Clay Williams: A lot of times will be recommending for our people that are incorporating that you have directors insurance in place.

So let’s talk about a shareholder. Ownership in a company is represented by shares in a company and the holder of a share in a company is a shareholder. So really a share represents the interest of a shareholder in a company and serves to represent their contractual rights and restrictions that exist between the company and the shareholders. A shareholder does have certain rights and certain powers within the company. Very often they have the right to sell their share, although that is often restricted in the articles or the shareholders agreement.

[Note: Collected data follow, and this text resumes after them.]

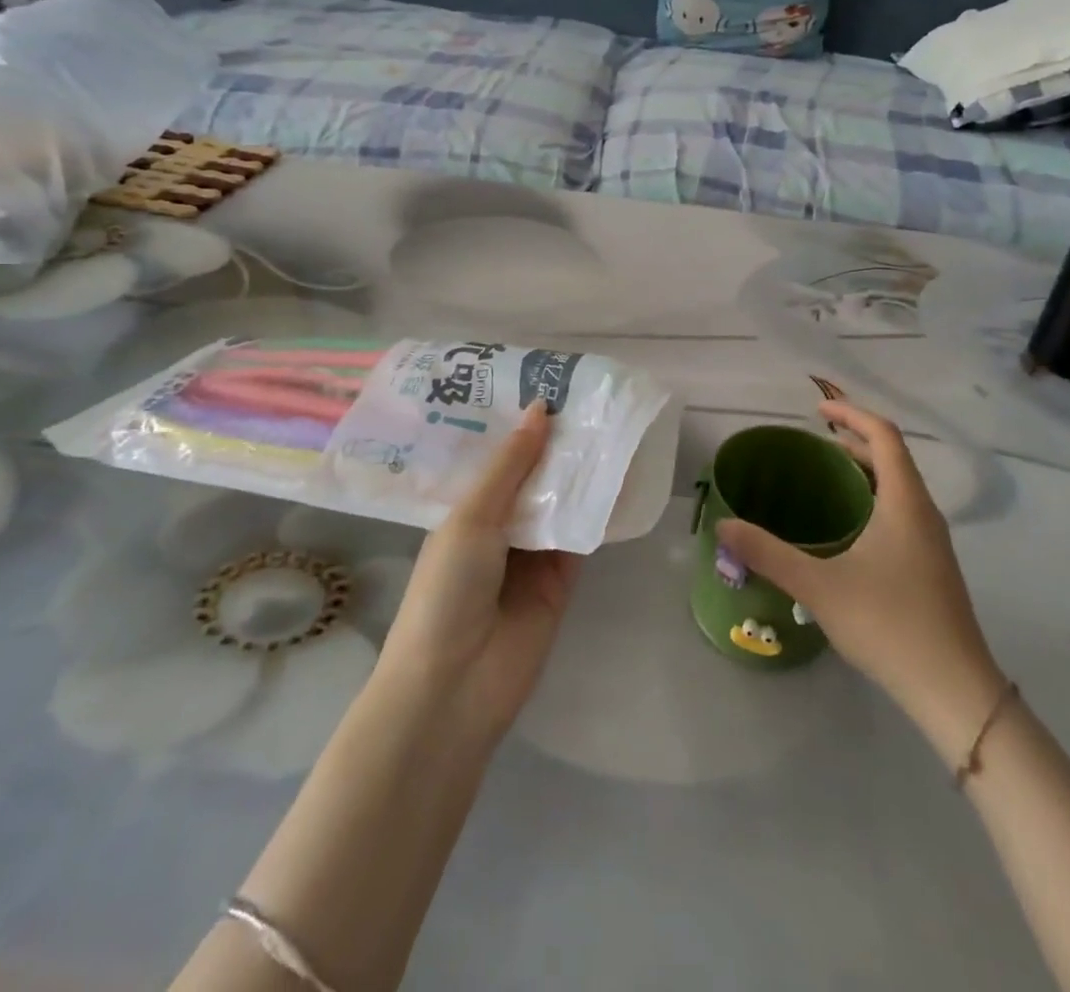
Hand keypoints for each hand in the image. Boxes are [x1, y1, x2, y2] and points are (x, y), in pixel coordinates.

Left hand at [374, 403, 582, 740]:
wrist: (455, 686)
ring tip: (612, 423)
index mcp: (467, 509)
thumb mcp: (472, 517)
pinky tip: (622, 474)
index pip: (498, 458)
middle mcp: (499, 526)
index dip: (521, 425)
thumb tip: (541, 408)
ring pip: (562, 501)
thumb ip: (511, 465)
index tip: (548, 383)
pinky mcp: (562, 579)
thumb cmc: (447, 590)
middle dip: (557, 444)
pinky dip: (599, 509)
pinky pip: (583, 534)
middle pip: (534, 477)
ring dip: (581, 472)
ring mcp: (532, 553)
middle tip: (591, 397)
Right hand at [715, 401, 1005, 754]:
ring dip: (866, 473)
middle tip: (814, 447)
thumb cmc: (889, 624)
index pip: (884, 435)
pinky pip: (903, 513)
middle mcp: (924, 512)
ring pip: (900, 488)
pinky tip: (850, 533)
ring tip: (827, 482)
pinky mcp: (934, 567)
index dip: (851, 414)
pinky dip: (875, 500)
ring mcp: (934, 542)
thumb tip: (724, 525)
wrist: (954, 689)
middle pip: (893, 458)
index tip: (817, 410)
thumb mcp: (819, 586)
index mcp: (905, 502)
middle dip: (854, 442)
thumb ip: (768, 553)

Tanvir Gill: Two of the biggest powers that I associate with shareholders would be the power to issue shares and then the power to transfer shares.

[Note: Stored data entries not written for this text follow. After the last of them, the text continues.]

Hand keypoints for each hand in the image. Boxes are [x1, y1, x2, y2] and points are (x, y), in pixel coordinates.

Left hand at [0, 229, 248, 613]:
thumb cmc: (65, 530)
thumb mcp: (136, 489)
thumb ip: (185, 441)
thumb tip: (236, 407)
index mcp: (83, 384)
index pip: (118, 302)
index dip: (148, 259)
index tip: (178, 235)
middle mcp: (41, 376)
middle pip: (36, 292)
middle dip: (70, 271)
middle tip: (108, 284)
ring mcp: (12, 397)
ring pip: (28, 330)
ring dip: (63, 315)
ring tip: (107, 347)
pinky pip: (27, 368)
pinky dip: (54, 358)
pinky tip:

Clay Williams: We should talk about the power to transfer shares, very often in a closely held company, and that is a company with not very many shareholders, there are restrictions on the right or at least on the right to transfer your shares at least the right of first refusal to the other shareholders to make sure that the original group kind of stays the same and you pick who is going to be in that group. Certainly a shareholder can transfer shares and has a say in the larger functioning of the company.

Tanvir Gill: The day-to-day operations, the directors handle but when it comes to bigger things like let's say a company changing its name the shareholders have a say when it comes to that. Also when it comes to creating a new class of shares a shareholder is going to have a say in that.

Clay Williams: Disposing of the most of the assets of the company, so big picture stuff you are going to need the shareholders to sign off on that kind of stuff. But you are right, the day-to-day stuff is done by the directors, the anticipation is that there is less involvement in the management of the company for shareholders. But it comes with the benefit as well that there is no liability as a shareholder. I guess that is not entirely true your liability is limited to the value of your share.

Tanvir Gill: But you are not personally liable how a director would be when it comes to issues that a company runs into.

Clay Williams: We did get a question from our last podcast about the tax implications of incorporating and little more detail. For the most part we will work with and rely on an accountant to provide us with that information, but I think that's a great question and probably in a show down the road we will ask an accountant to join us and we can hash that out in more detail.

Tanvir Gill: In a future podcast we are going to talk about how the directors manage the company and how shareholders manage the company through things like director’s meetings, annual and special general meetings and we are also going to get into the topic of shareholders agreement; what they are, should you have them and what do they do for you when you have a company?